▶ TASK ITEM: In the answer, each entry below appears exactly as given, and no picture appears at all.

### DATA TO EXAMINE ###

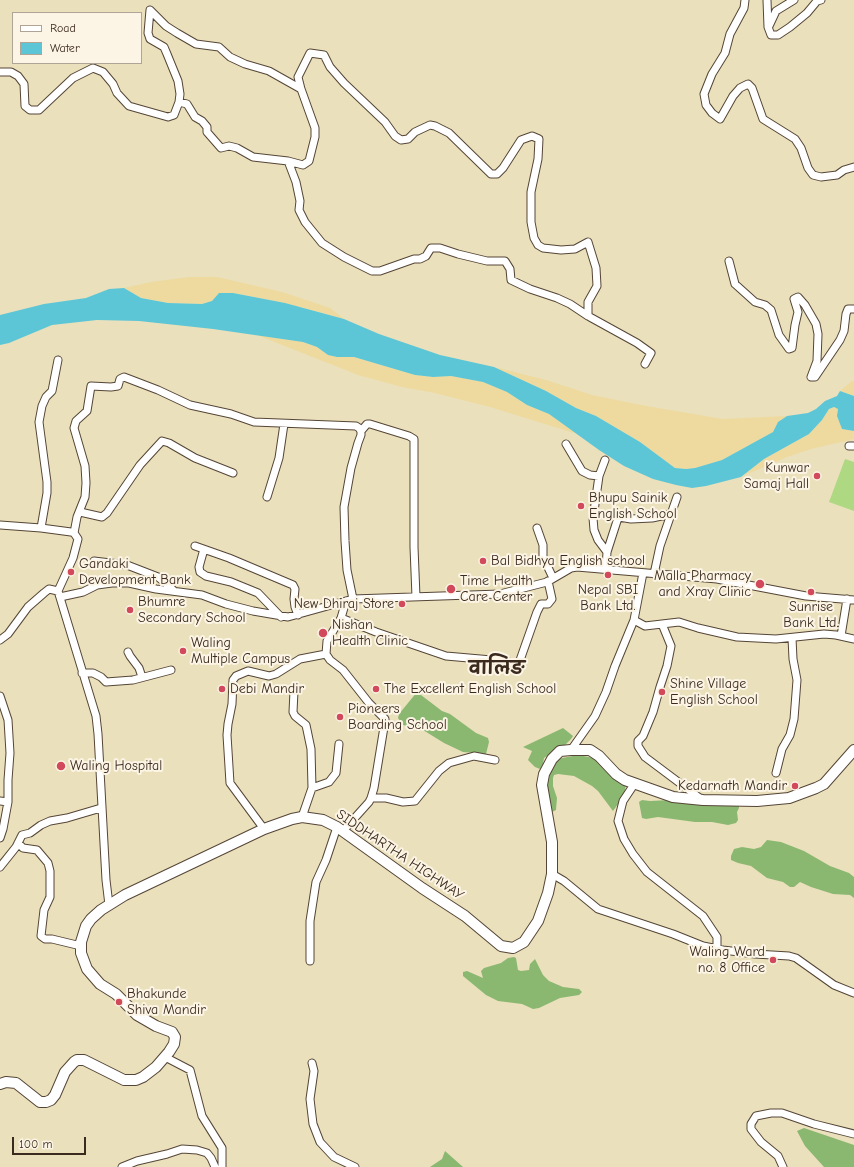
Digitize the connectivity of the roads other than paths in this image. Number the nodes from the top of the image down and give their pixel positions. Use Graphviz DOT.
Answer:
graph roads {
  1 [pos="745,0"];
  2 [pos="767,0"];
  3 [pos="794,0"];
  4 [pos="821,0"];
  5 [pos="768,28"];
  6 [pos="0,72"];
  7 [pos="301,89"];
  8 [pos="179,102"];
  9 [pos="288,161"];
  10 [pos="854,167"];
  11 [pos="729,261"];
  12 [pos="854,308"];
  13 [pos="588,316"];
  14 [pos="58,360"];
  15 [pos="645,364"];
  16 [pos="284,424"];
  17 [pos="361,431"];
  18 [pos="566,444"];
  19 [pos="606,460"];
  20 [pos="233,473"];
  21 [pos="599,476"];
  22 [pos="267,497"];
  23 [pos="677,497"];
  24 [pos="80,512"];
  25 [pos="671,514"];
  26 [pos="0,525"];
  27 [pos="41,528"];
  28 [pos="537,528"];
  29 [pos="74,533"];
  30 [pos="195,546"];
  31 [pos="204,549"];
  32 [pos="607,552"];
  33 [pos="94,561"];
  34 [pos="606,569"];
  35 [pos="643,573"];
  36 [pos="654,574"];
  37 [pos="551,579"];
  38 [pos="174,591"];
  39 [pos="59,594"];
  40 [pos="416,597"];
  41 [pos="350,600"];
  42 [pos="850,600"];
  43 [pos="298,615"];
  44 [pos="281,617"];
  45 [pos="341,618"];
  46 [pos="634,620"];
  47 [pos="662,624"];
  48 [pos="841,636"];
  49 [pos="792,638"];
  50 [pos="854,639"];
  51 [pos="0,640"];
  52 [pos="128,652"];
  53 [pos="326,654"];
  54 [pos="171,670"];
  55 [pos="82,673"];
  56 [pos="142,677"];
  57 [pos="294,691"];
  58 [pos="0,696"];
  59 [pos="2,708"];
  60 [pos="339,744"];
  61 [pos="571,750"];
  62 [pos="854,750"];
  63 [pos="495,760"];
  64 [pos="776,773"];
  65 [pos="635,783"];
  66 [pos="312,788"];
  67 [pos="371,798"];
  68 [pos="703,800"];
  69 [pos="0,801"];
  70 [pos="8,802"];
  71 [pos="101,808"];
  72 [pos="302,817"];
  73 [pos="264,829"];
  74 [pos="340,829"];
  75 [pos="0,838"];
  76 [pos="18,843"];
  77 [pos="0,867"];
  78 [pos="552,874"];
  79 [pos="109,905"];
  80 [pos="81,946"];
  81 [pos="717,949"];
  82 [pos="310,961"];
  83 [pos="854,993"];
  84 [pos="165,1057"];
  85 [pos="312,1063"];
  86 [pos="0,1084"];
  87 [pos="854,1134"];
  88 [pos="122,1167"];
  89 [pos="215,1167"];
  90 [pos="222,1167"];
  91 [pos="355,1167"];
  92 [pos="783,1167"];
  1 -- 10 [label="street"];
  2 -- 5 [label="street"];
  3 -- 5 [label="street"];
  4 -- 5 [label="street"];
  6 -- 8 [label="street"];
  7 -- 8 [label="street"];
  7 -- 9 [label="street"];
  7 -- 13 [label="street"];
  8 -- 9 [label="street"];
  9 -- 13 [label="street"];
  11 -- 12 [label="street"];
  13 -- 15 [label="street"];
  14 -- 27 [label="street"];
  16 -- 17 [label="street"];
  16 -- 22 [label="street"];
  16 -- 24 [label="street"];
  17 -- 40 [label="street"];
  17 -- 41 [label="street"];
  18 -- 21 [label="street"];
  19 -- 21 [label="street"];
  20 -- 24 [label="street"];
  21 -- 32 [label="street"];
  23 -- 25 [label="street"];
  24 -- 29 [label="street"];
  25 -- 32 [label="street"];
  25 -- 36 [label="street"];
  26 -- 27 [label="street"];
  27 -- 29 [label="street"];
  28 -- 37 [label="street"];
  29 -- 39 [label="street"];
  30 -- 31 [label="street"];
  31 -- 43 [label="street"];
  31 -- 44 [label="street"];
  32 -- 34 [label="street"];
  33 -- 38 [label="street"];
  34 -- 35 [label="street"];
  34 -- 37 [label="street"];
  35 -- 36 [label="street"];
  35 -- 46 [label="street"];
  36 -- 42 [label="street"];
  37 -- 40 [label="street"];
  37 -- 45 [label="street"];
  38 -- 39 [label="street"];
  38 -- 44 [label="street"];
  39 -- 51 [label="street"];
  39 -- 55 [label="street"];
  40 -- 41 [label="street"];
  41 -- 43 [label="street"];
  41 -- 45 [label="street"];
  42 -- 48 [label="street"];
  43 -- 44 [label="street"];
  45 -- 53 [label="street"];
  46 -- 47 [label="street"];
  46 -- 61 [label="street"];
  47 -- 49 [label="street"];
  47 -- 68 [label="street"];
  48 -- 49 [label="street"];
  48 -- 50 [label="street"];
  49 -- 64 [label="street"];
  52 -- 56 [label="street"];
  53 -- 67 [label="street"];
  53 -- 73 [label="street"];
  54 -- 56 [label="street"];
  55 -- 56 [label="street"];
  55 -- 71 [label="street"];
  57 -- 66 [label="street"];
  58 -- 59 [label="street"];
  59 -- 70 [label="street"];
  60 -- 66 [label="street"];
  61 -- 65 [label="highway, SIDDHARTHA HIGHWAY"];
  61 -- 78 [label="highway, SIDDHARTHA HIGHWAY"];
  62 -- 68 [label="highway, SIDDHARTHA HIGHWAY"];
  63 -- 67 [label="street"];
  65 -- 68 [label="highway, SIDDHARTHA HIGHWAY"];
  65 -- 81 [label="street"];
  66 -- 72 [label="street"];
  67 -- 74 [label="street"];
  69 -- 70 [label="street"];
  70 -- 75 [label="street"];
  71 -- 76 [label="street"];
  71 -- 79 [label="street"];
  72 -- 73 [label="highway, SIDDHARTHA HIGHWAY"];
  72 -- 74 [label="highway, SIDDHARTHA HIGHWAY"];
  73 -- 79 [label="highway, SIDDHARTHA HIGHWAY"];
  74 -- 78 [label="highway, SIDDHARTHA HIGHWAY"];
  74 -- 82 [label="street"];
  76 -- 77 [label="street"];
  76 -- 80 [label="street"];
  78 -- 81 [label="street"];
  79 -- 80 [label="highway, SIDDHARTHA HIGHWAY"];
  80 -- 84 [label="highway, SIDDHARTHA HIGHWAY"];
  81 -- 83 [label="street"];
  84 -- 86 [label="highway, SIDDHARTHA HIGHWAY"];
  84 -- 90 [label="street"];
  85 -- 91 [label="street"];
  87 -- 92 [label="street"];
  88 -- 89 [label="street"];
}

###

▶ YOUR RESPONSE:
Digitize the connectivity of the roads other than paths in this image. Number the nodes from the top of the image down and give their pixel positions. Use Graphviz DOT.
Answer:
graph roads {
  1 [pos="745,0"];
  2 [pos="767,0"];
  3 [pos="794,0"];
  4 [pos="821,0"];
  5 [pos="768,28"];
  6 [pos="0,72"];
  7 [pos="301,89"];
  8 [pos="179,102"];
  9 [pos="288,161"];
  10 [pos="854,167"];
  11 [pos="729,261"];
  12 [pos="854,308"];
  13 [pos="588,316"];
  14 [pos="58,360"];
  15 [pos="645,364"];
  16 [pos="284,424"];
  17 [pos="361,431"];
  18 [pos="566,444"];
  19 [pos="606,460"];
  20 [pos="233,473"];
  21 [pos="599,476"];
  22 [pos="267,497"];
  23 [pos="677,497"];
  24 [pos="80,512"];
  25 [pos="671,514"];
  26 [pos="0,525"];
  27 [pos="41,528"];
  28 [pos="537,528"];
  29 [pos="74,533"];
  30 [pos="195,546"];
  31 [pos="204,549"];
  32 [pos="607,552"];
  33 [pos="94,561"];
  34 [pos="606,569"];
  35 [pos="643,573"];
  36 [pos="654,574"];
  37 [pos="551,579"];
  38 [pos="174,591"];
  39 [pos="59,594"];
  40 [pos="416,597"];
  41 [pos="350,600"];
  42 [pos="850,600"];
  43 [pos="298,615"];
  44 [pos="281,617"];
  45 [pos="341,618"];
  46 [pos="634,620"];
  47 [pos="662,624"];
  48 [pos="841,636"];
  49 [pos="792,638"];
  50 [pos="854,639"];
  51 [pos="0,640"];
  52 [pos="128,652"];
  53 [pos="326,654"];
  54 [pos="171,670"];
  55 [pos="82,673"];
  56 [pos="142,677"];
  57 [pos="294,691"];
  58 [pos="0,696"];
  59 [pos="2,708"];
  60 [pos="339,744"];
  61 [pos="571,750"];
  62 [pos="854,750"];
  63 [pos="495,760"];
  64 [pos="776,773"];
  65 [pos="635,783"];
  66 [pos="312,788"];
  67 [pos="371,798"];
  68 [pos="703,800"];
  69 [pos="0,801"];
  70 [pos="8,802"];
  71 [pos="101,808"];
  72 [pos="302,817"];
  73 [pos="264,829"];
  74 [pos="340,829"];
  75 [pos="0,838"];
  76 [pos="18,843"];
  77 [pos="0,867"];
  78 [pos="552,874"];
  79 [pos="109,905"];
  80 [pos="81,946"];
  81 [pos="717,949"];
  82 [pos="310,961"];
  83 [pos="854,993"];
  84 [pos="165,1057"];
  85 [pos="312,1063"];
  86 [pos="0,1084"];
  87 [pos="854,1134"];
  88 [pos="122,1167"];
  89 [pos="215,1167"];
  90 [pos="222,1167"];
  91 [pos="355,1167"];
  92 [pos="783,1167"];
  1 -- 10 [label="street"];
  2 -- 5 [label="street"];
  3 -- 5 [label="street"];
  4 -- 5 [label="street"];
  6 -- 8 [label="street"];
  7 -- 8 [label="street"];
  7 -- 9 [label="street"];
  7 -- 13 [label="street"];
  8 -- 9 [label="street"];
  9 -- 13 [label="street"];
  11 -- 12 [label="street"];
  13 -- 15 [label="street"];
  14 -- 27 [label="street"];
  16 -- 17 [label="street"];
  16 -- 22 [label="street"];
  16 -- 24 [label="street"];
  17 -- 40 [label="street"];
  17 -- 41 [label="street"];
  18 -- 21 [label="street"];
  19 -- 21 [label="street"];
  20 -- 24 [label="street"];
  21 -- 32 [label="street"];
  23 -- 25 [label="street"];
  24 -- 29 [label="street"];
  25 -- 32 [label="street"];
  25 -- 36 [label="street"];
  26 -- 27 [label="street"];
  27 -- 29 [label="street"];
  28 -- 37 [label="street"];
  29 -- 39 [label="street"];
  30 -- 31 [label="street"];
  31 -- 43 [label="street"];
  31 -- 44 [label="street"];
  32 -- 34 [label="street"];
  33 -- 38 [label="street"];
  34 -- 35 [label="street"];
  34 -- 37 [label="street"];
  35 -- 36 [label="street"];
  35 -- 46 [label="street"];
  36 -- 42 [label="street"];
  37 -- 40 [label="street"];
  37 -- 45 [label="street"];
  38 -- 39 [label="street"];
  38 -- 44 [label="street"];
  39 -- 51 [label="street"];
  39 -- 55 [label="street"];
  40 -- 41 [label="street"];
  41 -- 43 [label="street"];
  41 -- 45 [label="street"];
  42 -- 48 [label="street"];
  43 -- 44 [label="street"];
  45 -- 53 [label="street"];
  46 -- 47 [label="street"];
  46 -- 61 [label="street"];
  47 -- 49 [label="street"];
  47 -- 68 [label="street"];
  48 -- 49 [label="street"];
  48 -- 50 [label="street"];
  49 -- 64 [label="street"];
  52 -- 56 [label="street"];
  53 -- 67 [label="street"];
  53 -- 73 [label="street"];
  54 -- 56 [label="street"];
  55 -- 56 [label="street"];
  55 -- 71 [label="street"];
  57 -- 66 [label="street"];
  58 -- 59 [label="street"];
  59 -- 70 [label="street"];
  60 -- 66 [label="street"];
  61 -- 65 [label="highway, SIDDHARTHA HIGHWAY"];
  61 -- 78 [label="highway, SIDDHARTHA HIGHWAY"];
  62 -- 68 [label="highway, SIDDHARTHA HIGHWAY"];
  63 -- 67 [label="street"];
  65 -- 68 [label="highway, SIDDHARTHA HIGHWAY"];
  65 -- 81 [label="street"];
  66 -- 72 [label="street"];
  67 -- 74 [label="street"];
  69 -- 70 [label="street"];
  70 -- 75 [label="street"];
  71 -- 76 [label="street"];
  71 -- 79 [label="street"];
  72 -- 73 [label="highway, SIDDHARTHA HIGHWAY"];
  72 -- 74 [label="highway, SIDDHARTHA HIGHWAY"];
  73 -- 79 [label="highway, SIDDHARTHA HIGHWAY"];
  74 -- 78 [label="highway, SIDDHARTHA HIGHWAY"];
  74 -- 82 [label="street"];
  76 -- 77 [label="street"];
  76 -- 80 [label="street"];
  78 -- 81 [label="street"];
  79 -- 80 [label="highway, SIDDHARTHA HIGHWAY"];
  80 -- 84 [label="highway, SIDDHARTHA HIGHWAY"];
  81 -- 83 [label="street"];
  84 -- 86 [label="highway, SIDDHARTHA HIGHWAY"];
  84 -- 90 [label="street"];
  85 -- 91 [label="street"];
  87 -- 92 [label="street"];
  88 -- 89 [label="street"];
}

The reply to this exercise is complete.